>>>>
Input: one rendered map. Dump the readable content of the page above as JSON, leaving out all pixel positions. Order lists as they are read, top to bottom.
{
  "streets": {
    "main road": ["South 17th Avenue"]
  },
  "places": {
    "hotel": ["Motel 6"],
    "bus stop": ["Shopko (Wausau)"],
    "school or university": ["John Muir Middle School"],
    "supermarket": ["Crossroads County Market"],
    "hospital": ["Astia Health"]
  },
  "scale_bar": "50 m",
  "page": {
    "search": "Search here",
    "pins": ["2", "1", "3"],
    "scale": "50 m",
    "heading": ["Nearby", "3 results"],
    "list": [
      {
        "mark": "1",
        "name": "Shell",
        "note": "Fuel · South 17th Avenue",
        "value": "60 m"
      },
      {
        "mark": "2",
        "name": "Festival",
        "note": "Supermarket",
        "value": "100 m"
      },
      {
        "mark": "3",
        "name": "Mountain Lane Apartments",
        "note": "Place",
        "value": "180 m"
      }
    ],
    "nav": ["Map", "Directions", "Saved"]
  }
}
<<<<
>>>>
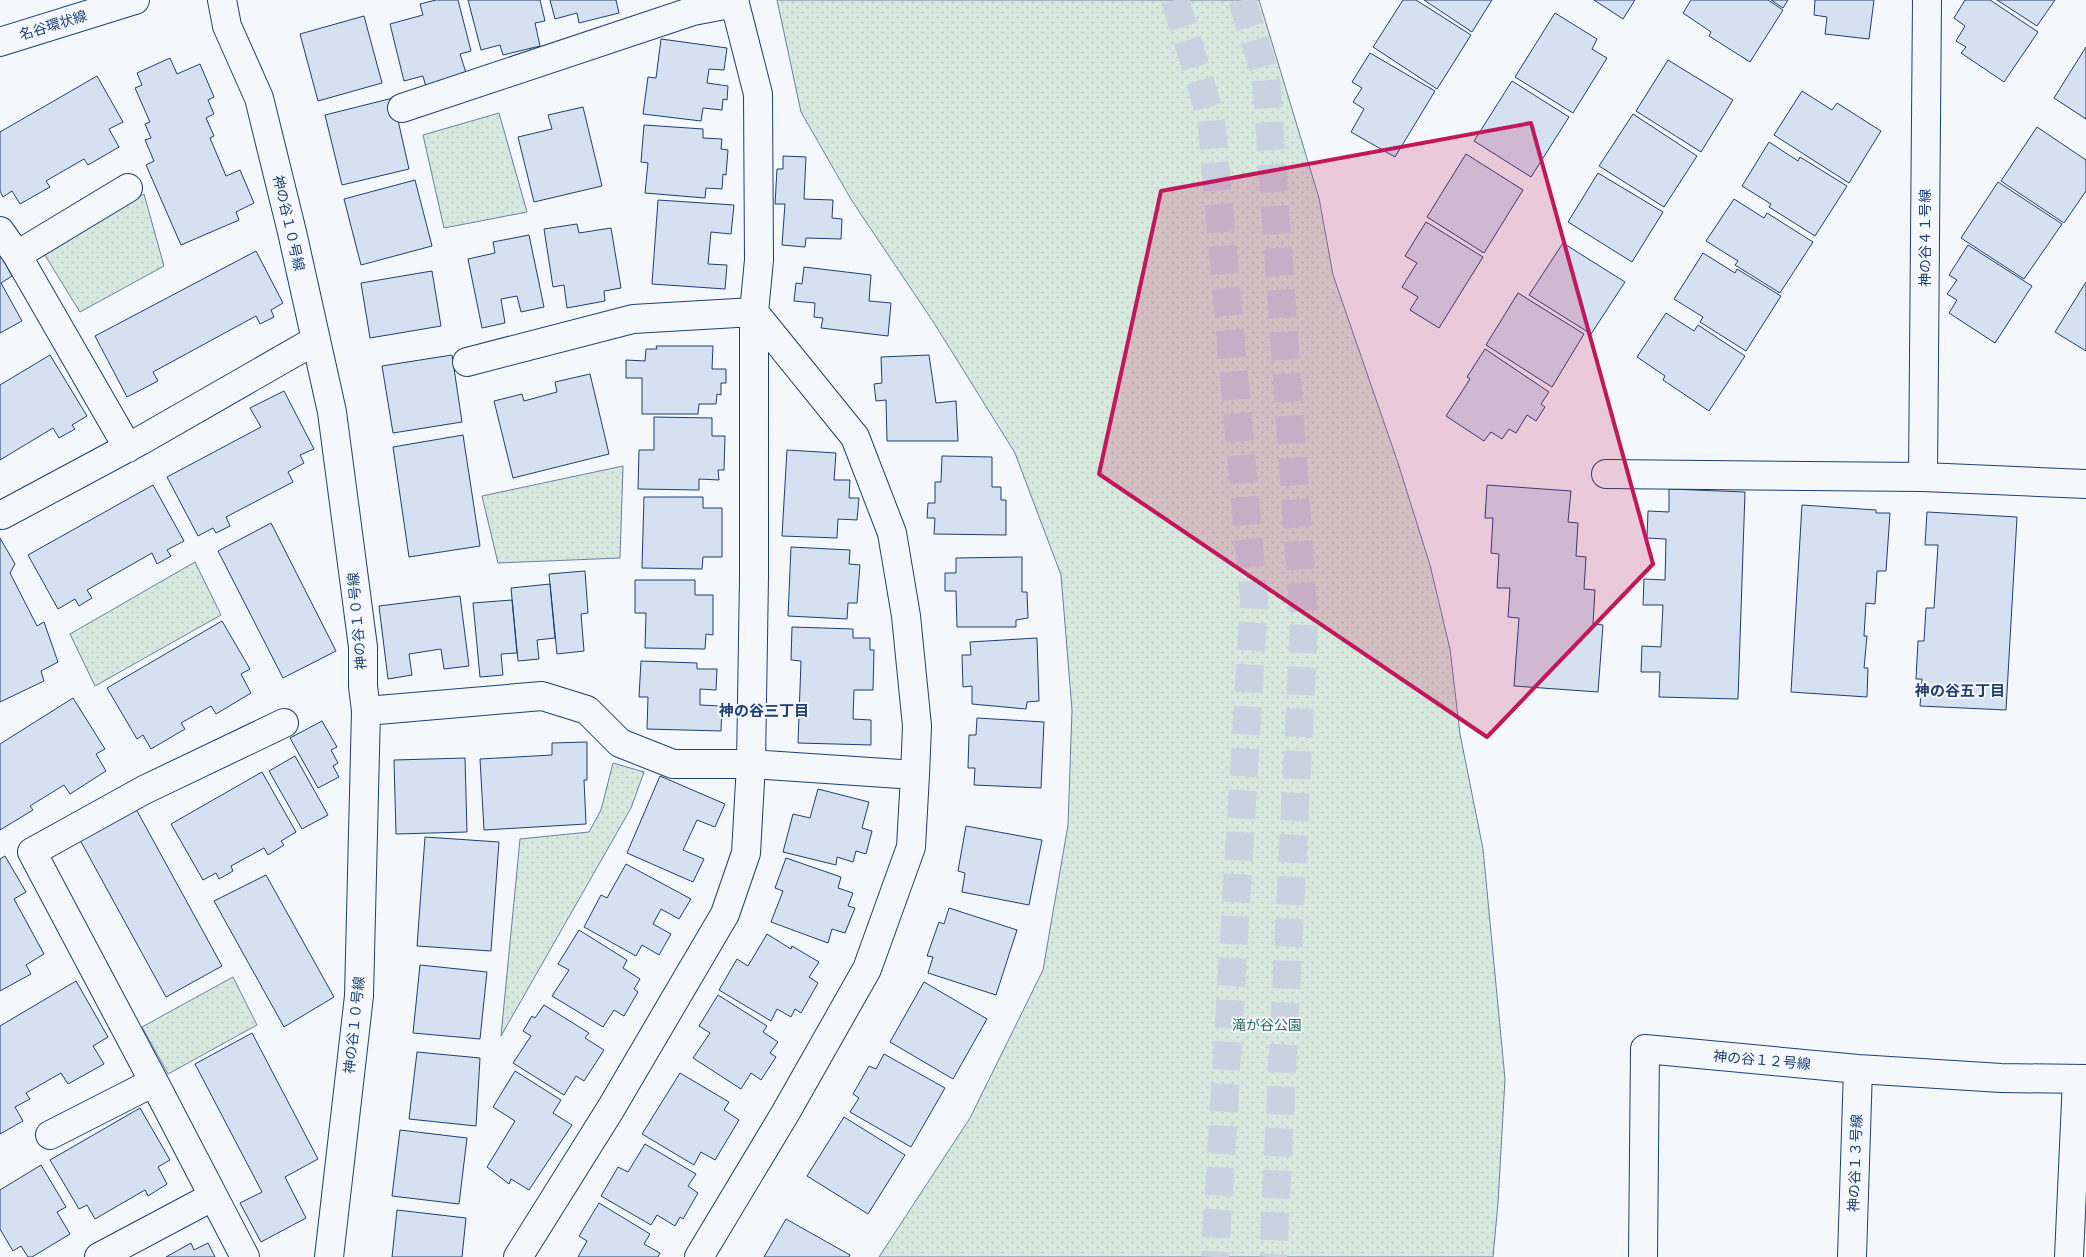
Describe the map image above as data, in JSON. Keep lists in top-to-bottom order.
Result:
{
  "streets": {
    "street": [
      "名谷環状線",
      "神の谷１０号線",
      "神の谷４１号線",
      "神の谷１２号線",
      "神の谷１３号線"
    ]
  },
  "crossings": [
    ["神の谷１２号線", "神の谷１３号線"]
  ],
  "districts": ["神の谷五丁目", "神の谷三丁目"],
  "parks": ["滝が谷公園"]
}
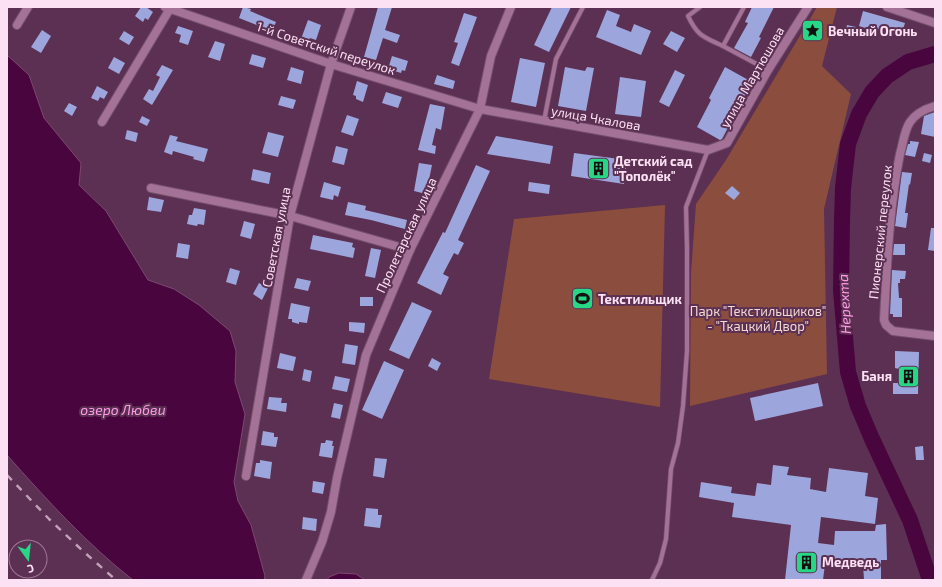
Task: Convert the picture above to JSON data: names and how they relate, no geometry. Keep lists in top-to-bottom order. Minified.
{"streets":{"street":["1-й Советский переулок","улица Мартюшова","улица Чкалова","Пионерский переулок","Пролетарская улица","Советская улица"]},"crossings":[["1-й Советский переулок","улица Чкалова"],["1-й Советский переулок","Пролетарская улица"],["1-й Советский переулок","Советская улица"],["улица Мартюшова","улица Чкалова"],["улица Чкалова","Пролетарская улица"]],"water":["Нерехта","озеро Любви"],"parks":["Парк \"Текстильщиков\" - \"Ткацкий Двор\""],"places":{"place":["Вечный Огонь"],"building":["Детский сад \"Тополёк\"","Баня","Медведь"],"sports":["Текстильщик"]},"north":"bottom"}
<<<<
>>>>
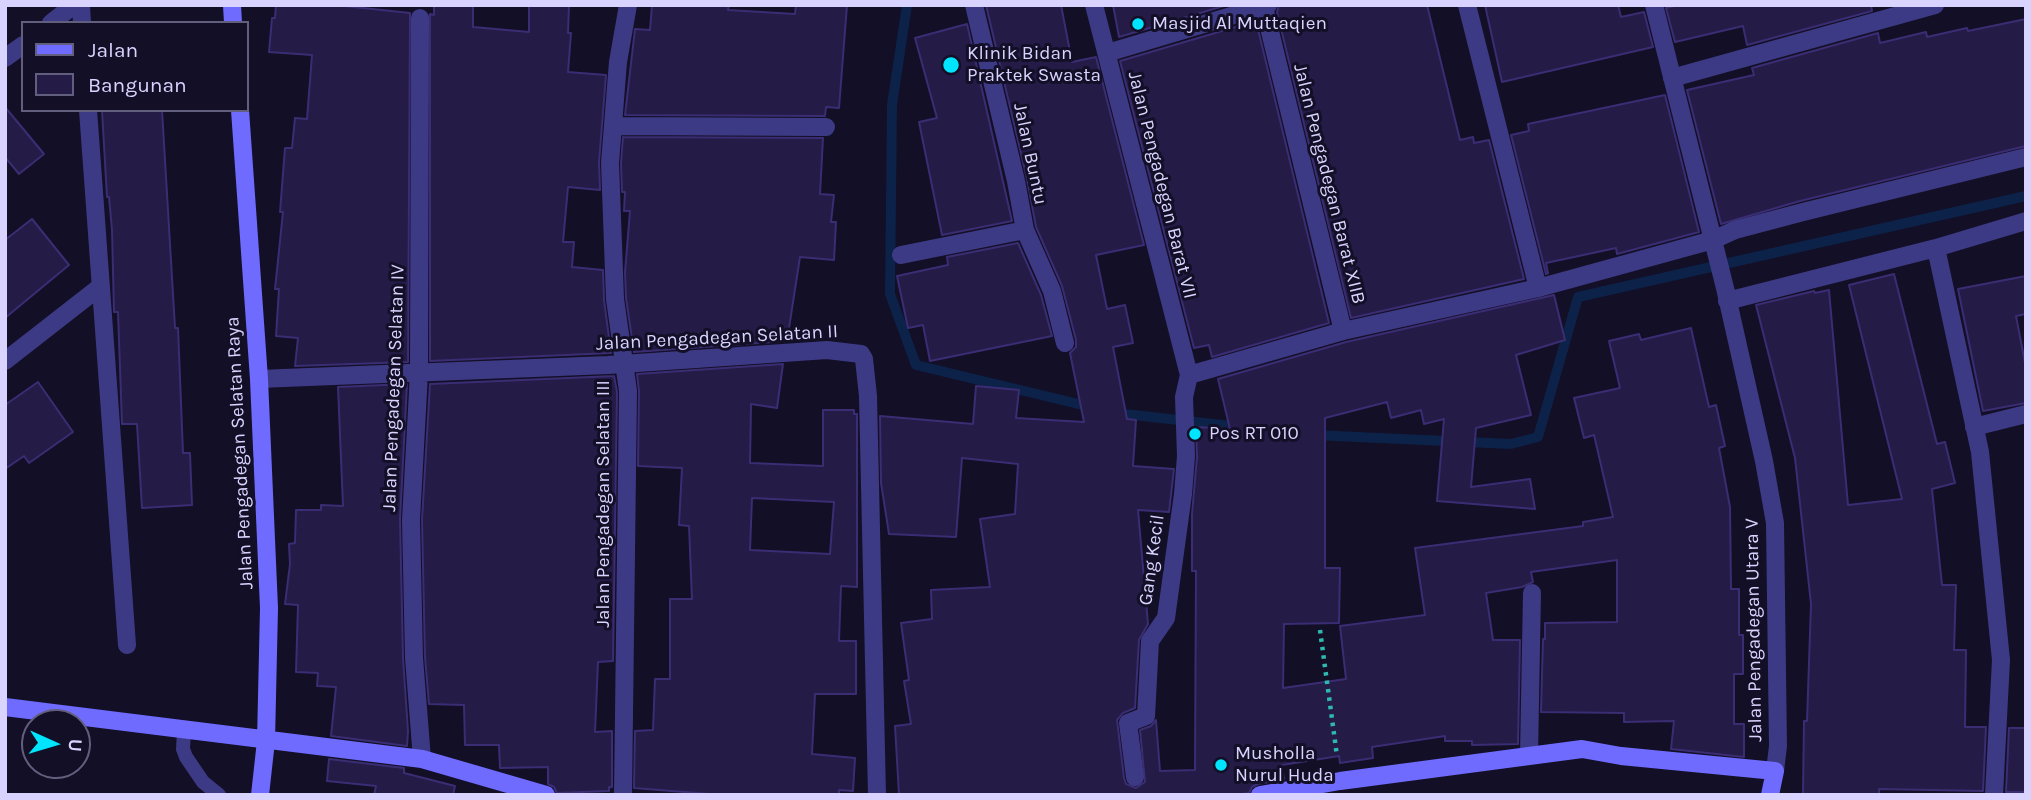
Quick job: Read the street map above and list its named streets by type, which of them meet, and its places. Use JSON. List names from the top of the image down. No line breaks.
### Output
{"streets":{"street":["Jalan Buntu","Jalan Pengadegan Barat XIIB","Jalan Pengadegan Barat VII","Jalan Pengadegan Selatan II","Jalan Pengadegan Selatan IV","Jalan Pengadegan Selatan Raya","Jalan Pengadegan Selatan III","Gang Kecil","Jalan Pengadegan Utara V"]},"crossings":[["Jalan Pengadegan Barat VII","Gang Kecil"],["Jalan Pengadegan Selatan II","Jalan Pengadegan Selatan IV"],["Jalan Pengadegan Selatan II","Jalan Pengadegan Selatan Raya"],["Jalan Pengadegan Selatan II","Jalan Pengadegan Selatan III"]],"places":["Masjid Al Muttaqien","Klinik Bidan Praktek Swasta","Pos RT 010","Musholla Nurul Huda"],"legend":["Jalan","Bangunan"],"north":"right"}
<<<<
Work task = Only lines holding the word "image" belong in the answer; copy all of them from the records.

Answer box =
Describe the map image above as data, in JSON. Keep lists in top-to-bottom order.
Quick job: Read the street map above and list its named streets by type, which of them meet, and its places. Use JSON. List names from the top of the image down. No line breaks.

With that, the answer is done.